L’absoluité de l’Acte à la lumière de l’existence en dialogue
Thierry EKOGHA
Université Omar Bongo, Libreville-Gabon
Résumé :
Lavelle a explicitement affirmé l’absoluité de l’Acte par l’affirmation de son univocité. L’Être comme Acte est précisément cette consécration. Mais cela suggère nécessairement que soit postulée une ontologie de la solidarité dont on peut retrouver la mise en image dans la notion d’existence en dialogue, fondamentalement marquée par le jeu réciproque de perspectives de la participation.

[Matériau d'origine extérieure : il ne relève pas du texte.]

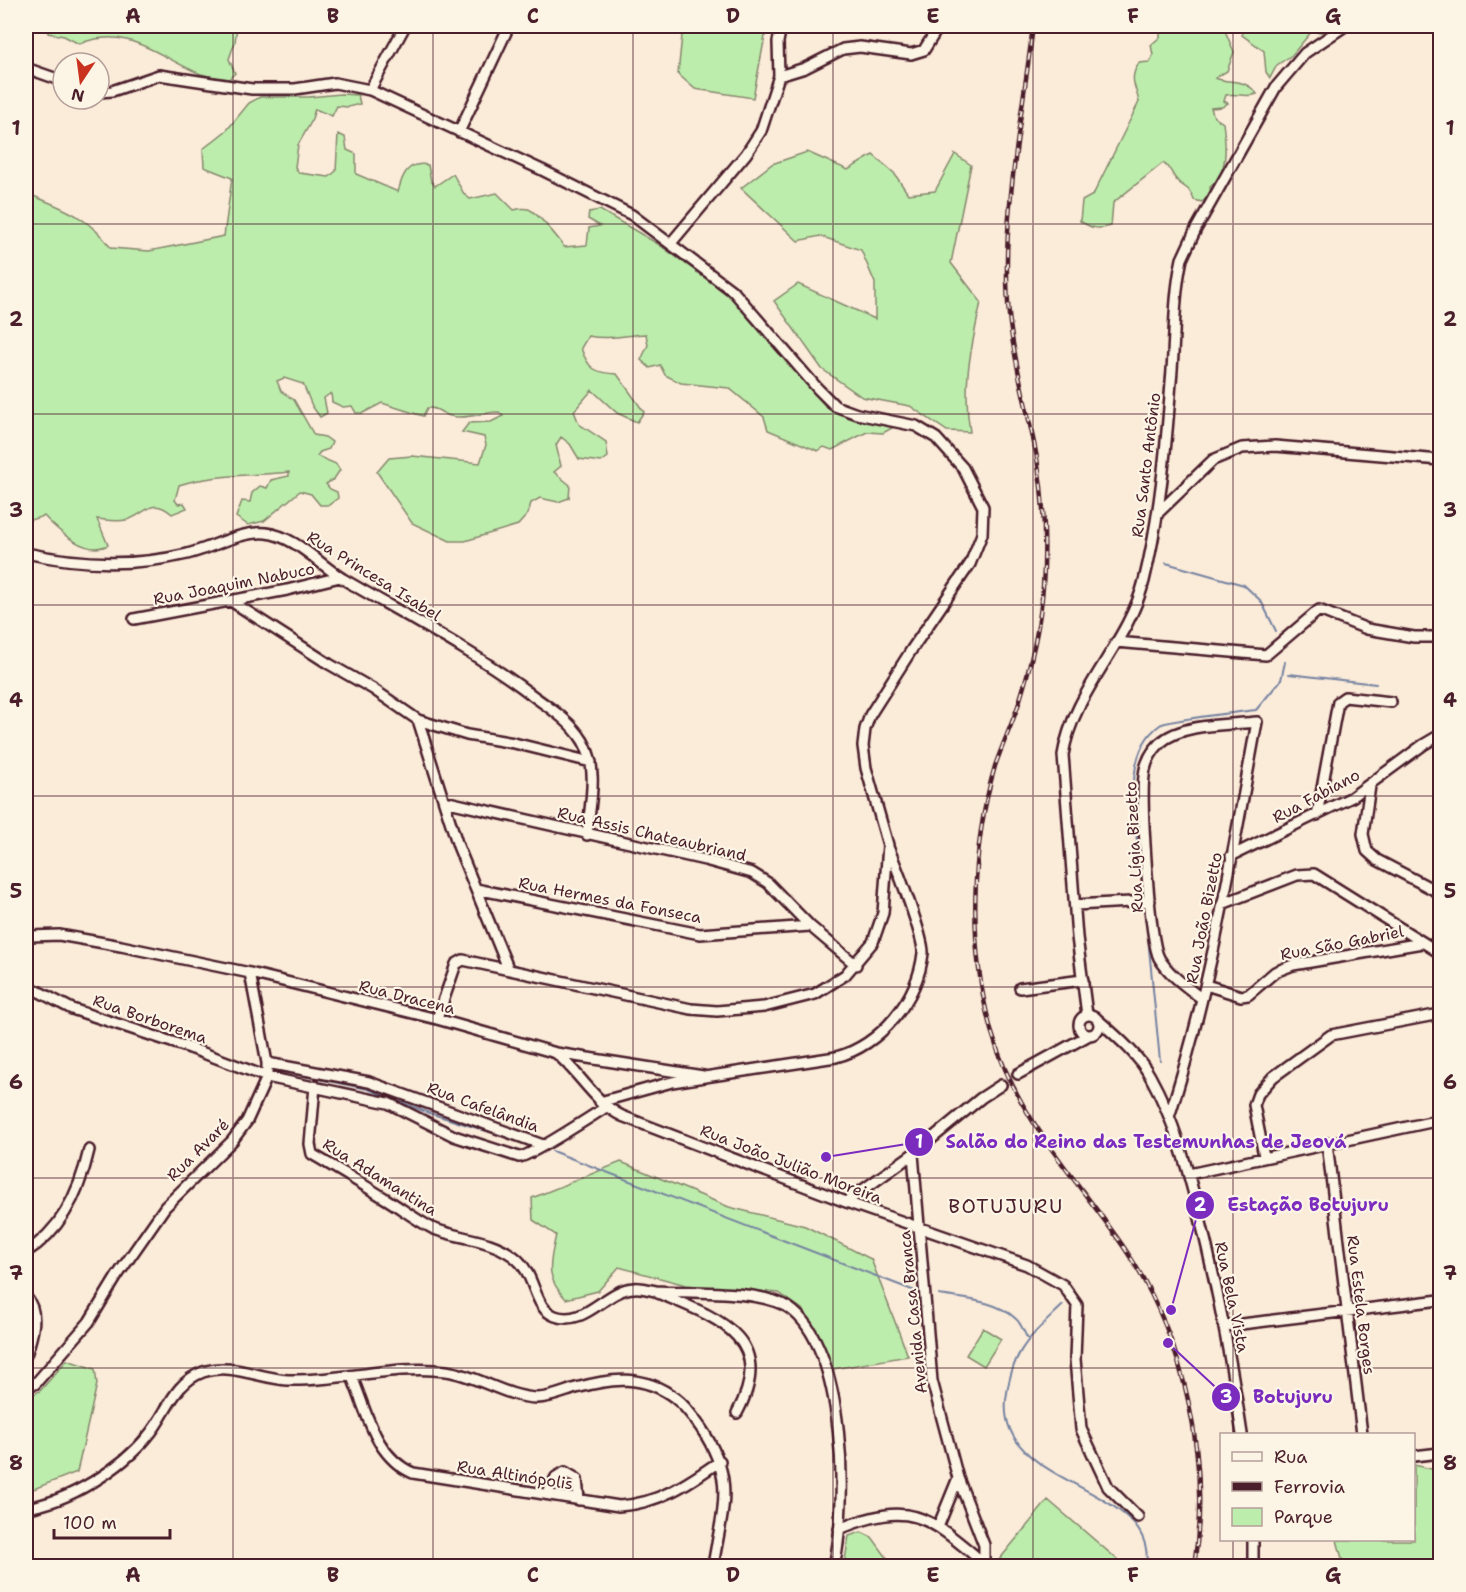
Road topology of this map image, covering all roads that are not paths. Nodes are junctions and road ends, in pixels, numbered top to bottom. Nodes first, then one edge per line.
1 (405, 26) edge
2 (509, 26) edge
3 (781, 26) edge
4 (939, 26) edge
5 (1345, 26) edge
6 (26, 68) edge
7 (779, 76) junction
8 (51, 77) edge
9 (370, 90) junction
10 (111, 91) edge
11 (459, 132) junction
12 (671, 243) junction
13 (1440, 460) edge
14 (1158, 513) junction
15 (26, 553) edge
16 (340, 577) junction
17 (231, 601) junction
18 (134, 619) dead end
19 (1440, 637) edge
20 (1116, 642) junction
21 (1391, 702) dead end
22 (417, 720) junction
23 (1257, 722) joint
24 (1440, 735) edge
25 (591, 762) junction
26 (1370, 786) junction
27 (444, 801) junction
28 (1317, 815) junction
29 (587, 834) junction
30 (888, 845) junction
31 (1231, 856) junction
32 (476, 889) junction
33 (1440, 893) edge
34 (1150, 900) junction
35 (1222, 904) junction
36 (1075, 905) junction
37 (810, 926) junction
38 (27, 936) edge
39 (1422, 943) junction
40 (1440, 953) edge
41 (855, 965) junction
42 (508, 968) junction
43 (250, 973) junction
44 (1083, 980) junction
45 (26, 985) edge
46 (1206, 985) junction
47 (1020, 988) dead end
48 (1202, 999) junction
49 (1440, 1014) edge
50 (1087, 1015) junction
51 (1097, 1018) junction
52 (437, 1019) junction
53 (1087, 1033) junction
54 (1120, 1040) junction
55 (556, 1053) junction
56 (267, 1063) junction
57 (1018, 1074) tunnel mouth
58 (703, 1076) junction
59 (267, 1077) junction
60 (1001, 1085) tunnel mouth
61 (315, 1086) junction
62 (603, 1105) junction
63 (1169, 1117) junction
64 (1440, 1120) edge
65 (1328, 1143) junction
66 (543, 1145) junction
67 (89, 1150) dead end
68 (913, 1154) junction
69 (1264, 1156) junction
70 (1189, 1174) junction
71 (846, 1203) junction
72 (919, 1227) junction
73 (26, 1252) edge
74 (653, 1290) junction
75 (26, 1297) edge
76 (1440, 1300) edge
77 (1346, 1311) junction
78 (1225, 1326) junction
79 (26, 1355) edge
80 (352, 1377) junction
81 (26, 1386) edge
82 (737, 1413) dead end
83 (1242, 1433) edge
84 (1362, 1433) edge
85 (1440, 1453) edge
86 (1415, 1455) edge
87 (720, 1461) junction
88 (958, 1478) junction
89 (547, 1494) junction
90 (579, 1500) junction
91 (26, 1508) edge
92 (1138, 1518) dead end
93 (938, 1527) junction
94 (838, 1529) junction
95 (1252, 1541) edge
96 (712, 1566) edge
97 (834, 1566) edge
98 (986, 1566) edge
99 (1253, 1566) edge

1 - 9 street
2 - 11 street
3 - 7 street
4 - 7 street
5 - 14 street, Rua Santo Antônio
6 - 8 street
7 - 12 street
9 - 10 street
9 - 11 street
11 - 12 street
12 - 30 street
13 - 14 street
14 - 20 street, Rua Santo Antônio
15 - 16 street, Rua Princesa Isabel
16 - 17 street, Rua Joaquim Nabuco
16 - 25 street, Rua Princesa Isabel
17 - 18 street, Rua Joaquim Nabuco
17 - 22 street
19 - 20 street
20 - 36 street, Rua Santo Antônio
21 - 28 street
22 - 25 street
22 - 27 street
23 - 31 street, Rua João Bizetto
23 - 34 street, Rua Lígia Bizetto
24 - 26 street, Rua Fabiano
25 - 29 street, Rua Princesa Isabel
26 - 28 street, Rua Fabiano
26 - 33 street
27 - 29 street, Rua Assis Chateaubriand
27 - 32 street
28 - 31 street, Rua Fabiano
29 - 37 street, Rua Assis Chateaubriand
30 - 41 street
30 - 58 street
31 - 35 street, Rua João Bizetto
32 - 37 street, Rua Hermes da Fonseca
32 - 42 street
34 - 36 street
34 - 48 street, Rua Lígia Bizetto
35 - 39 street, Rua São Gabriel
35 - 46 street, Rua João Bizetto
36 - 44 street, Rua Santo Antônio
37 - 41 street, Rua Assis Chateaubriand
38 - 43 street
39 - 40 street, Rua São Gabriel
39 - 46 street, Rua São Gabriel
41 - 42 street
42 - 52 street
43 - 52 street, Rua Dracena
43 - 56 street, Rua Avaré
44 - 47 street
44 - 50 street, Rua Santo Antônio
45 - 59 street, Rua Borborema
46 - 48 street, Rua João Bizetto
48 - 63 street, Rua João Bizetto
49 - 69 street
50 - 51 street, Rua Bela Vista
50 - 53 street
51 - 53 street
51 - 54 street, Rua Bela Vista
52 - 55 street, Rua Dracena
53 - 54 street
53 - 57 street
54 - 63 street, Rua Bela Vista
55 - 58 street, Rua Dracena
55 - 62 street, Rua Dracena
56 - 59 street, Rua Avaré
56 - 66 street, Rua Cafelândia
58 - 62 street
59 - 61 street, Rua Cafelândia
59 - 81 street, Rua Avaré
60 - 68 street
61 - 66 street, Rua Cafelândia
61 - 74 street, Rua Adamantina
62 - 66 street
62 - 71 street, Rua João Julião Moreira
63 - 70 street, Rua Bela Vista
64 - 65 street
65 - 69 street
65 - 77 street, Rua Estela Borges
67 - 73 street
68 - 71 street
68 - 72 street, Avenida Casa Branca
69 - 70 street
70 - 78 street, Rua Bela Vista
71 - 72 street, Rua João Julião Moreira
72 - 88 street, Avenida Casa Branca
72 - 92 street, Rua João Julião Moreira
74 - 82 street
74 - 94 street, Rua Adamantina
75 - 79 street
76 - 77 street
77 - 78 street
77 - 84 street, Rua Estela Borges
78 - 83 street, Rua Bela Vista
80 - 87 street
80 - 89 street, Rua Altinópolis
80 - 91 street
85 - 86 street
87 - 90 street, Rua Altinópolis
87 - 96 street
88 - 93 street
88 - 98 street, Avenida Casa Branca
89 - 90 street, Rua Altinópolis
89 - 90 street
93 - 94 street
93 - 98 street
94 - 97 street, Rua Adamantina
95 - 99 street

Or la participation n’est telle, c’est-à-dire structurante en elle-même, que parce qu’elle est réciprocité spirituelle et existentielle. Notre propos est le suivant : l’existence en dialogue, c’est-à-dire le sujet comme spiritualité créatrice en intimité concrète avec tout ce qui est, est ce par quoi l’absoluité de l’Acte est précisément sa dimension créatrice absolue. Mais cela ne se comprend qu’en reconnaissant en tout acte que nous accomplissons le caractère d’une communauté qui se crée, laquelle figure l’intériorité du sujet à tout ce qui est, en particulier aux êtres spirituels, créés libres et créateurs. En d’autres termes, l’absoluité de l’Acte doit être lue à la lumière de l’existence en dialogue pour mieux fonder sa présence et réaliser que cette présence s’étend à tout ce qui est.